While driving — and especially this month — turn off your phone and lock it up in the trunk. From April 1-14, Washington has extra patrol officers looking for drivers who are using their phones, and will be issuing $136 tickets as part of a national campaign to end the dangerous habit of phone use while driving.
For many, this can be difficult. When you hear your phone ring or buzz, instinct calls you to know who is trying to reach you or to see if it's an emergency. In a car, however, this curiosity can be fatal.
According to recent
AAA research, it takes about 27 seconds for a driver's mind to return to driving after a call or text. In those 27 seconds, anything could happen. In fact, according to
WA State Licensing's website, a person talking on a cell phone is as impaired as a driver with a .08 blood-alcohol level.
"It's the mental engagement it requires that is difficult.
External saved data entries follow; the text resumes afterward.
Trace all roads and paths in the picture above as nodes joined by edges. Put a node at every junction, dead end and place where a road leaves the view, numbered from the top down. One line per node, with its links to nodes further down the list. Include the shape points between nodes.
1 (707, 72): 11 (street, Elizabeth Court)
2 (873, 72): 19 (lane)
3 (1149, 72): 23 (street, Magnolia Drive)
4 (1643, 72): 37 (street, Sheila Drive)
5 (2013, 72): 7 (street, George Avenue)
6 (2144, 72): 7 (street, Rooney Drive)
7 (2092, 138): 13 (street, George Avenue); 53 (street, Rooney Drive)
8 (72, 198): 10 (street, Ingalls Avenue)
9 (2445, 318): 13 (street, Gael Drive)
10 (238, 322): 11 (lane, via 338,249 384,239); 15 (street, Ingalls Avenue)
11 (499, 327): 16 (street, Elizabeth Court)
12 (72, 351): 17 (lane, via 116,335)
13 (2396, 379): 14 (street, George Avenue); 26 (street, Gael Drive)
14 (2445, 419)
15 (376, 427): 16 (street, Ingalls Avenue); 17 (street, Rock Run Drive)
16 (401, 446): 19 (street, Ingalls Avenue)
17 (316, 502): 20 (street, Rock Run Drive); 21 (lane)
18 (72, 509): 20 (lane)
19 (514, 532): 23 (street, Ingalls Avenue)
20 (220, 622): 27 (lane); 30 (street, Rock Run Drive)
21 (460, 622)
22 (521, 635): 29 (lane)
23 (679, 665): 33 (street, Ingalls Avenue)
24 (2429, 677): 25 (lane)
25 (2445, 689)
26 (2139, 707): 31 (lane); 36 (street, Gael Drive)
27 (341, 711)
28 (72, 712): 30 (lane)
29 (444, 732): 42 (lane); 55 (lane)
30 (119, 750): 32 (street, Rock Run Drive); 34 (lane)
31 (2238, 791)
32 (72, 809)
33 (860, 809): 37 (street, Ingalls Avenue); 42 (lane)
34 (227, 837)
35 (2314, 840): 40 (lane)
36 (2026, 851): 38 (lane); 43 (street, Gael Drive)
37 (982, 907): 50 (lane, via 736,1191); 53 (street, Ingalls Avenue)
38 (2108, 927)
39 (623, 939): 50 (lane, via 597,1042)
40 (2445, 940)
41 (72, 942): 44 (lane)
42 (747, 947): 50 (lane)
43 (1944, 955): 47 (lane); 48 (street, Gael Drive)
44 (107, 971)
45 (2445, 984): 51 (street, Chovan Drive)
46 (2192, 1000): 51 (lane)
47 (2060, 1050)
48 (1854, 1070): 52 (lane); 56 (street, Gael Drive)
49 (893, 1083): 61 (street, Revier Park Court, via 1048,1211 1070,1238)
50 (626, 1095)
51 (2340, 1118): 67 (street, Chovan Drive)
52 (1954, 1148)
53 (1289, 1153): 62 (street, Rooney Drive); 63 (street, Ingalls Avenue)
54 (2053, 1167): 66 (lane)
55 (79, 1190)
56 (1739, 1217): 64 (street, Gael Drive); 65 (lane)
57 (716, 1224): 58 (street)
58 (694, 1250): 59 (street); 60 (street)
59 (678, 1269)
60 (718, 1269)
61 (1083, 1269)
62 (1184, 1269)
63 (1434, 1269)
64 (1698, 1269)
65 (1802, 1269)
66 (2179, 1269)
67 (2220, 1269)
Whenever you are on the phone, your vision decreases and you lose visual cues. In a car, of course, that's really dangerous. It's not like eating a hamburger," says Shelly Baldwin, Legislative and Media Relations manager of the WA Traffic Safety Commission.
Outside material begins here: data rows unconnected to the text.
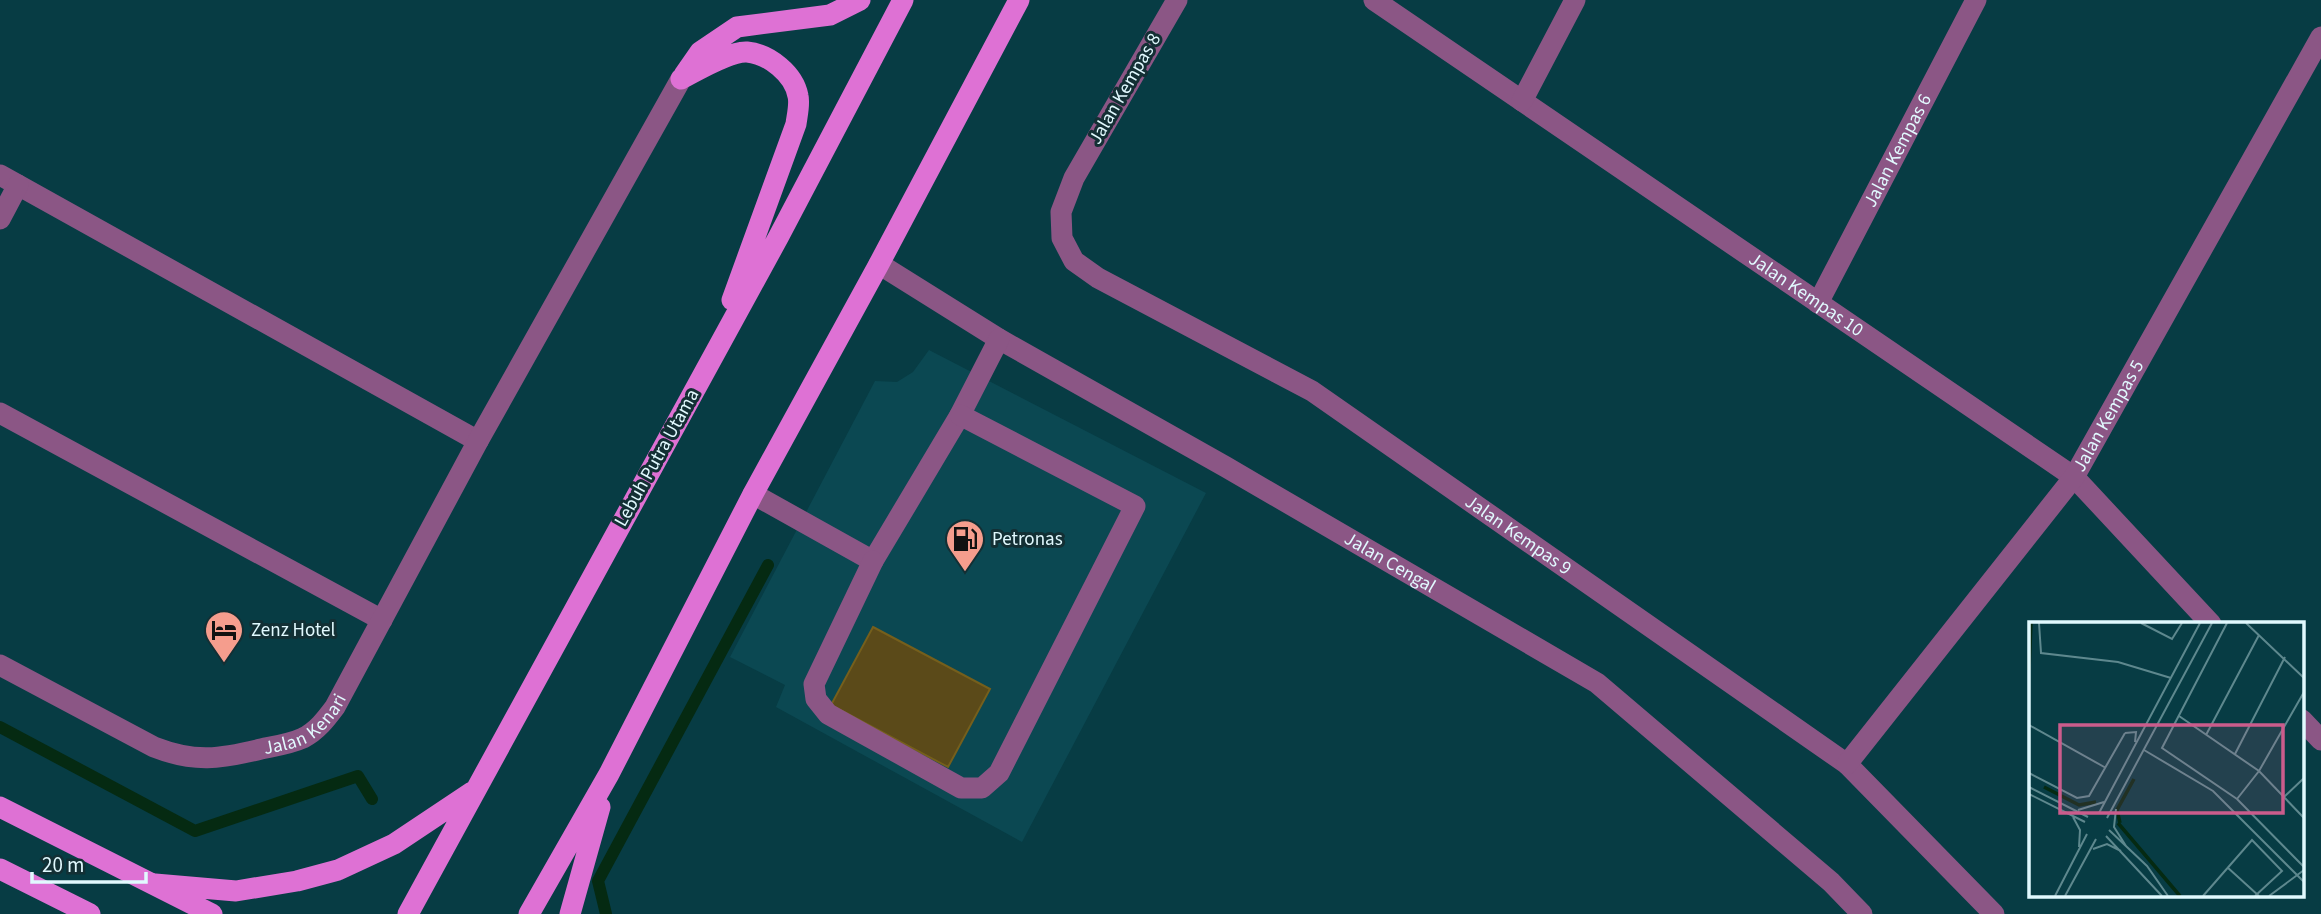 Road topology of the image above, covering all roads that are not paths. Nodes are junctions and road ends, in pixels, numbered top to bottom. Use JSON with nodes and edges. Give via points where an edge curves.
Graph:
{"nodes":[{"id":1,"x":860,"y":0,"type":"edge"},
{"id":2,"x":903,"y":0,"type":"edge"},
{"id":3,"x":1019,"y":0,"type":"edge"},
{"id":4,"x":1177,"y":0,"type":"edge"},
{"id":5,"x":1374,"y":0,"type":"edge"},
{"id":6,"x":1575,"y":0,"type":"edge"},
{"id":7,"x":1976,"y":0,"type":"edge"},
{"id":8,"x":2321,"y":37,"type":"edge"},
{"id":9,"x":681,"y":79,"type":"junction"},
{"id":10,"x":1522,"y":101,"type":"junction"},
{"id":11,"x":1074,"y":178,"type":"joint"},
{"id":12,"x":9,"y":180,"type":"edge"},
{"id":13,"x":0,"y":219,"type":"edge"},
{"id":14,"x":879,"y":264,"type":"junction"},
{"id":15,"x":1818,"y":303,"type":"junction"},
{"id":16,"x":999,"y":339,"type":"junction"},
{"id":17,"x":702,"y":376,"type":"junction"},
{"id":18,"x":0,"y":413,"type":"edge"},
{"id":19,"x":960,"y":415,"type":"junction"},
{"id":20,"x":478,"y":441,"type":"junction"},
{"id":21,"x":2074,"y":477,"type":"junction"},
{"id":22,"x":753,"y":494,"type":"junction"},
{"id":23,"x":873,"y":561,"type":"junction"},
{"id":24,"x":382,"y":620,"type":"junction"},
{"id":25,"x":2209,"y":622,"type":"edge"},
{"id":26,"x":0,"y":665,"type":"edge"},
{"id":27,"x":2304,"y":722,"type":"edge"},
{"id":28,"x":2321,"y":740,"type":"edge"},
{"id":29,"x":1847,"y":764,"type":"junction"},
{"id":30,"x":610,"y":774,"type":"junction"},
{"id":31,"x":476,"y":790,"type":"junction"},
{"id":32,"x":0,"y":807,"type":"edge"},
{"id":33,"x":0,"y":869,"type":"edge"},
{"id":34,"x":155,"y":884,"type":"junction"},
{"id":35,"x":90,"y":914,"type":"edge"},
{"id":36,"x":212,"y":914,"type":"edge"},
{"id":37,"x":408,"y":914,"type":"edge"},
{"id":38,"x":529,"y":914,"type":"edge"},
{"id":39,"x":570,"y":914,"type":"edge"},
{"id":40,"x":1862,"y":914,"type":"edge"},
{"id":41,"x":1994,"y":914,"type":"edge"}],
"edges":[{"from":1,"to":9,"type":"main road","via":[[830,15],[737,27],[701,52]]},
{"from":2,"to":17,"type":"main road","name":"Lebuh Putra Utama"},
{"from":3,"to":14,"type":"main road"},
{"from":4,"to":11,"type":"street","name":"Jalan Kempas 8"},
{"from":5,"to":10,"type":"street","name":"Jalan Kempas 10"},
{"from":6,"to":10,"type":"street"},
{"from":7,"to":15,"type":"street","name":"Jalan Kempas 6"},
{"from":8,"to":21,"type":"street","name":"Jalan Kempas 5"},
{"from":9,"to":17,"type":"main road","via":[[746,52],[773,61],[788,75],[798,97],[793,135]]},
{"from":9,"to":20,"type":"street","name":"Jalan Kenari"},
{"from":10,"to":15,"type":"street","name":"Jalan Kempas 10"},
{"from":11,"to":29,"type":"street","name":"Jalan Kempas 9","via":[[1061,212],[1062,238],[1074,261],[1312,391]]},
{"from":12,"to":13,"type":"street"},
{"from":12,"to":20,"type":"street"},
{"from":14,"to":16,"type":"street","name":"Jalan Cengal"},
{"from":14,"to":22,"type":"main road"},
{"from":15,"to":21,"type":"street","name":"Jalan Kempas 10"},
{"from":16,"to":19,"type":"street"},
{"from":16,"to":40,"type":"street","name":"Jalan Cengal","via":[[1597,683],[1831,882]]},
{"from":17,"to":31,"type":"main road","name":"Lebuh Putra Utama"},
{"from":18,"to":24,"type":"street"},
{"from":19,"to":23,"type":"street"},
{"from":19,"to":23,"type":"street","via":[[1135,506],[999,773],[982,788],[961,788],[828,714],[816,699],[814,684]]},
{"from":20,"to":24,"type":"street","name":"Jalan Kenari"},
{"from":21,"to":25,"type":"street","name":"Jalan Kempas 10"},
{"from":21,"to":29,"type":"street","name":"Jalan Kempas 5"},
{"from":22,"to":23,"type":"street"},
{"from":22,"to":30,"type":"main road"},
{"from":24,"to":26,"type":"street","name":"Jalan Kenari","via":[[322,724],[295,741],[225,758],[177,756],[154,747]]},
{"from":27,"to":28,"type":"street"},
{"from":29,"to":41,"type":"street","name":"Jalan Kempas 9"},
{"from":30,"to":38,"type":"main road"},
{"from":30,"to":39,"type":"main road"},
{"from":31,"to":34,"type":"main road","via":[[394,844],[338,870],[236,891]]},
{"from":31,"to":37,"type":"main road","name":"Lebuh Putra Utama"},
{"from":32,"to":34,"type":"main road"},
{"from":33,"to":35,"type":"main road"},
{"from":34,"to":36,"type":"main road"}]}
In an effort to eliminate those dangerous 27 seconds, officers will be on extra patrols through the month of April, made possible by overtime funding from the National Highway Traffic Safety Administration, a branch of the U.S Department of Transportation.
Getting a ticket for cell phone usage isn't just an idle possibility, it's an enforced initiative. In 2014, the month of March saw around 3,000 hand-held phone usage violations rise to 5,412 in April, when Distracted Driving Awareness month hit.
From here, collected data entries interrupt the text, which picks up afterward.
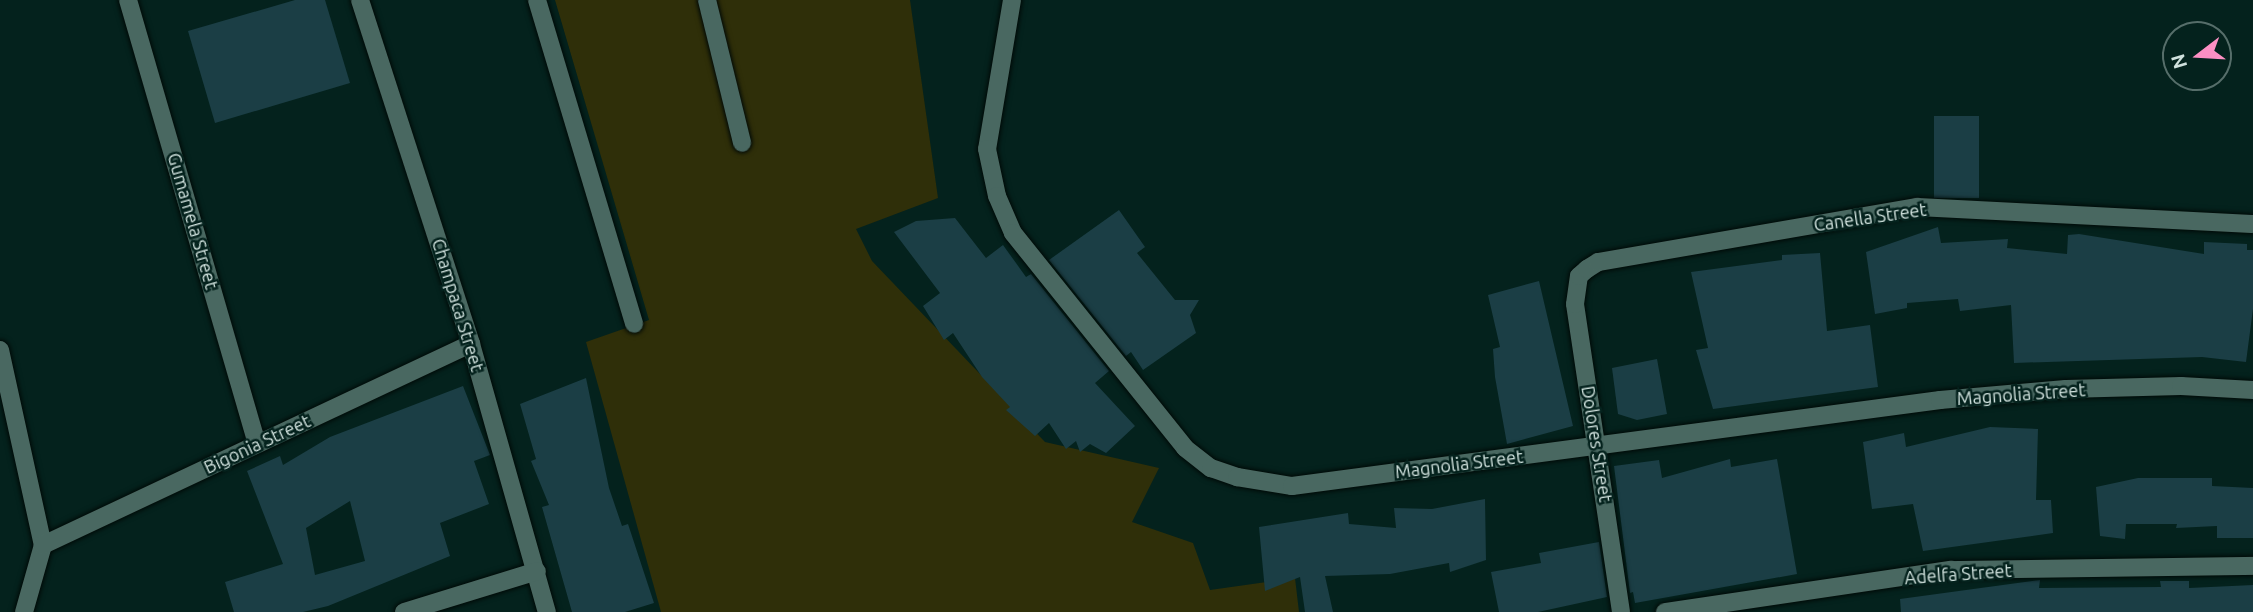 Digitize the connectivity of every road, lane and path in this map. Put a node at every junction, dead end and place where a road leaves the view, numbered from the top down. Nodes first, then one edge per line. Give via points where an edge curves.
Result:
1 (128, 0) edge
2 (360, 0) edge
3 (537, 0) edge
4 (707, 0) edge
5 (1012, 0) edge
6 (742, 144) dead end
7 (2253, 223) edge
8 (1579, 276) joint
9 (635, 324) dead end
10 (471, 344) junction
11 (0, 350) edge
12 (2253, 390) edge
13 (257, 443) junction
14 (1598, 446) junction
15 (43, 545) junction
16 (2253, 566) edge
17 (537, 571) junction
18 (24, 612) edge
19 (404, 612) edge
20 (547, 612) edge
21 (1621, 612) edge
22 (1665, 612) edge

1 - 13 street, Gumamela Street
2 - 10 street, Champaca Street
3 - 9 street
4 - 6 street
5 - 14 street, Magnolia Street via 987,149 997,196 1013,233 1037,264 1185,447 1211,468 1292,486
7 - 8 street, Canella Street via 1917,206 1598,262
8 - 14 street, Dolores Street via 1575,304
10 - 13 street, Bigonia Street
10 - 17 street, Champaca Street
11 - 15 street
12 - 14 street, Magnolia Street via 2181,386 2024,393
13 - 15 street, Bigonia Street
14 - 21 street, Dolores Street
15 - 18 street
16 - 22 street, Adelfa Street via 1951,570
17 - 19 street
17 - 20 street, Champaca Street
However, Washington laws on texting at a stoplight are vague, Baldwin says. Each district has its own way of enforcing them and it's often left up to an individual officer's discretion whether to issue a ticket or not. Baldwin says the WA Traffic Safety Commission has been lobbying for a clearer law.
But for now, as part part of
Target Zero — efforts to significantly decrease traffic fatalities and injuries in Washington by 2030 — these extra patrols will significantly increase vigilance on the roads for all driving offenses. That means chances of getting a ticket in another area, like speeding, is more likely to occur.
So as the saying goes: better safe than sorry. Tuck away your communication devices while driving and let's keep the roads safe.